» TASK DESCRIPTION:
Go through the entries below and return every line that contains "ring".

» PROVIDED INFORMATION:
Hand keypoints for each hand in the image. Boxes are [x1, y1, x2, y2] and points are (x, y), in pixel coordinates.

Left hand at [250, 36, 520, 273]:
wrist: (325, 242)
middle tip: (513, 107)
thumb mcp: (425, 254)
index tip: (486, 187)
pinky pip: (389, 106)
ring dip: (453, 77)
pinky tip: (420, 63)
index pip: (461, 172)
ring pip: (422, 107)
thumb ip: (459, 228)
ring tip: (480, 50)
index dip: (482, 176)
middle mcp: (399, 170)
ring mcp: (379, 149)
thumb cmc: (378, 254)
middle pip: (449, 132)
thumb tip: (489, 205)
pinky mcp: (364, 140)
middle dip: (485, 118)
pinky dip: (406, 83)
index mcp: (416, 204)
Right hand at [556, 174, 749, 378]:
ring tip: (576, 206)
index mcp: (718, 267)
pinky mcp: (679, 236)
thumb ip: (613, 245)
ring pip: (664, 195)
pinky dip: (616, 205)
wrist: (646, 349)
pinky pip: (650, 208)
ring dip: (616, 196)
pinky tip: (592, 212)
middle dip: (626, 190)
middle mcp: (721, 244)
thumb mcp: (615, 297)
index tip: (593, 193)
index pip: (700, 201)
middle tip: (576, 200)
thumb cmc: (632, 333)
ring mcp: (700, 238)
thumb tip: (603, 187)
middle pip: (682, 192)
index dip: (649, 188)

» ANSWER TO THE PROBLEM:
ring dip: (453, 77)
ring pip: (422, 107)
ring tip: (480, 50)
ring mcp: (379, 149)
ring tip: (576, 206)
ring pip: (664, 195)
ring dip: (616, 196)
ring mcp: (700, 238)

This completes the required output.